■ **EXERCISE BRIEF**
Repeat, word for word, all the data that follows, and exclude the pictures.

RECORD EXTRACTS section start

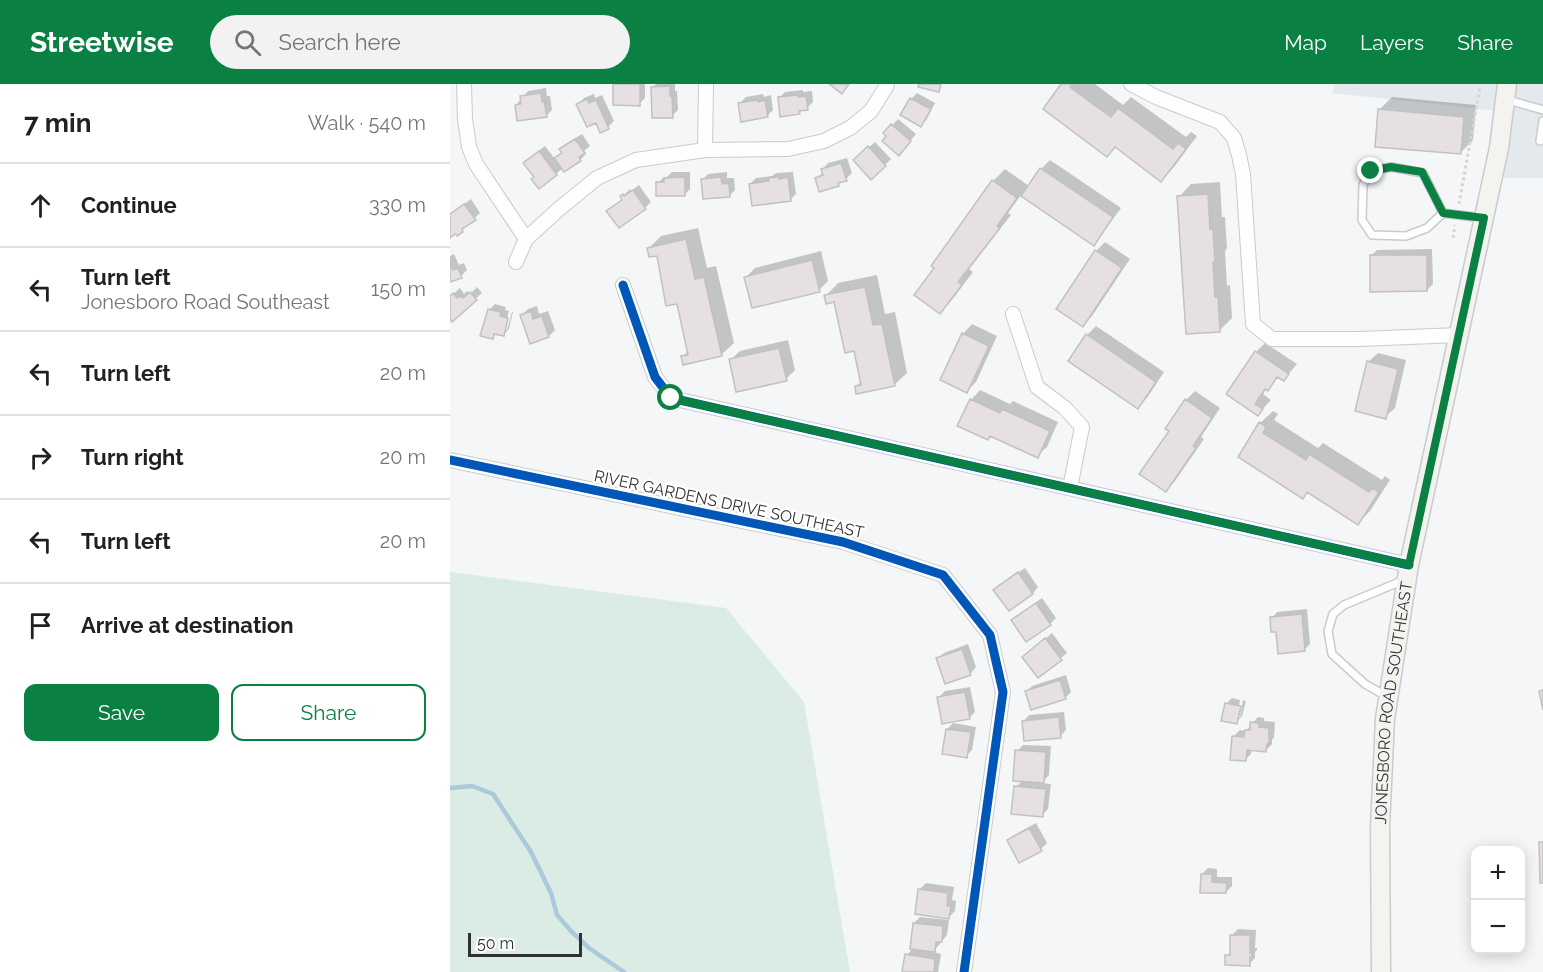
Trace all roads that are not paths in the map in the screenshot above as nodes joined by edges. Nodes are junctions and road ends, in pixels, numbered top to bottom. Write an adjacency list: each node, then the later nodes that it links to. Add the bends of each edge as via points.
1 (464, 84): 7 (street)
2 (706, 84): 11 (street)
3 (887, 84): 11 (street, via 871,111 850,128 824,141 788,149)
4 (1131, 84): 18 (street, via 1220,122 1233,138 1243,174 1253,324 1272,339)
5 (1506, 92): 6 (lane); 13 (main road, JONESBORO ROAD SOUTHEAST)
6 (1543, 110)
7 (465, 118): 9 (street); 14 (street, via 476,164)
8 (1543, 121): 10 (lane)
9 (450, 122)
10 (1540, 141)
11 (705, 150): 14 (street, via 636,160 597,178)
12 (1443, 213): 12 (lane, via 1427,228 1406,236 1372,235 1362,220 1363,185 1371,171 1391,167 1422,172); 13 (lane)
13 (1484, 218): 18 (main road, JONESBORO ROAD SOUTHEAST)
14 (526, 239): 15 (street)
15 (516, 262)
16 (623, 285): 20 (street, via 656,376 671,398)
17 (1013, 314): 20 (street, via 1037,387 1082,427)
18 (1459, 335): 21 (main road, JONESBORO ROAD SOUTHEAST)
19 (450, 460): 23 (street, RIVER GARDENS DRIVE SOUTHEAST, via 843,542 943,575 990,635 1003,692)
20 (1070, 488): 21 (street)
21 (1408, 572): 22 (main road, JONESBORO ROAD SOUTHEAST); 22 (lane, via 1344,605 1333,614 1328,631 1332,654 1365,684)
22 (1388, 697): 24 (main road, JONESBORO ROAD SOUTHEAST, via 1380,827)
23 (964, 972)
24 (1381, 972)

RECORD EXTRACTS section end

■ **YOUR SOLUTION**
Trace all roads that are not paths in the map in the screenshot above as nodes joined by edges. Nodes are junctions and road ends, in pixels, numbered top to bottom. Write an adjacency list: each node, then the later nodes that it links to. Add the bends of each edge as via points.
1 (464, 84): 7 (street)
2 (706, 84): 11 (street)
3 (887, 84): 11 (street, via 871,111 850,128 824,141 788,149)
4 (1131, 84): 18 (street, via 1220,122 1233,138 1243,174 1253,324 1272,339)
5 (1506, 92): 6 (lane); 13 (main road, JONESBORO ROAD SOUTHEAST)
6 (1543, 110)
7 (465, 118): 9 (street); 14 (street, via 476,164)
8 (1543, 121): 10 (lane)
9 (450, 122)
10 (1540, 141)
11 (705, 150): 14 (street, via 636,160 597,178)
12 (1443, 213): 12 (lane, via 1427,228 1406,236 1372,235 1362,220 1363,185 1371,171 1391,167 1422,172); 13 (lane)
13 (1484, 218): 18 (main road, JONESBORO ROAD SOUTHEAST)
14 (526, 239): 15 (street)
15 (516, 262)
16 (623, 285): 20 (street, via 656,376 671,398)
17 (1013, 314): 20 (street, via 1037,387 1082,427)
18 (1459, 335): 21 (main road, JONESBORO ROAD SOUTHEAST)
19 (450, 460): 23 (street, RIVER GARDENS DRIVE SOUTHEAST, via 843,542 943,575 990,635 1003,692)
20 (1070, 488): 21 (street)
21 (1408, 572): 22 (main road, JONESBORO ROAD SOUTHEAST); 22 (lane, via 1344,605 1333,614 1328,631 1332,654 1365,684)
22 (1388, 697): 24 (main road, JONESBORO ROAD SOUTHEAST, via 1380,827)
23 (964, 972)
24 (1381, 972)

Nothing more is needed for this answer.